--- PROBLEM DETAILS ---
Wherever a line holds the word "Gang", copy that line from the data.

[Start of Attachment]

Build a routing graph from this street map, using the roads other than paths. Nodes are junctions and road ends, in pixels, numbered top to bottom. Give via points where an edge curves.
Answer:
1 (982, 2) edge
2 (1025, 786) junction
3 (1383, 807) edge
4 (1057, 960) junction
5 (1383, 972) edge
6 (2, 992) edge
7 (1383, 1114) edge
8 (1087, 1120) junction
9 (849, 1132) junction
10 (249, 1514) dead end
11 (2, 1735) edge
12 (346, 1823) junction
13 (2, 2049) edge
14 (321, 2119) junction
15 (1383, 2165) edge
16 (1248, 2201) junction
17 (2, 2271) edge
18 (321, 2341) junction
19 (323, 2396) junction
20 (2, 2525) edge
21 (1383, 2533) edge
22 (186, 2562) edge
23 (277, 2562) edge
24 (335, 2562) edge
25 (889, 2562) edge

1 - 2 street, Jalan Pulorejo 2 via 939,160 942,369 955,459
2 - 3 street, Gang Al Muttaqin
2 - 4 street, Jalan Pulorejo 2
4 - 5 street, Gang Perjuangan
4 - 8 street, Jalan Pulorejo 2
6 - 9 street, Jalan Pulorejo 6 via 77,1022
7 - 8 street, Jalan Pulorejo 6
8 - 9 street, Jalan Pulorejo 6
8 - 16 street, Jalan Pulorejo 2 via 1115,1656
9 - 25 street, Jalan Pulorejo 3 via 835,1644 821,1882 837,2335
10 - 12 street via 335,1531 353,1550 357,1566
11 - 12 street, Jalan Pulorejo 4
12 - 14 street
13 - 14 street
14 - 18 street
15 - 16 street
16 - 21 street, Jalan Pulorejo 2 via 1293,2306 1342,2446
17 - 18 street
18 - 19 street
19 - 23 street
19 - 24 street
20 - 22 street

[End of Attachment]

--- ANSWER TO THIS PROBLEM ---
2 - 3 street, Gang Al Muttaqin
4 - 5 street, Gang Perjuangan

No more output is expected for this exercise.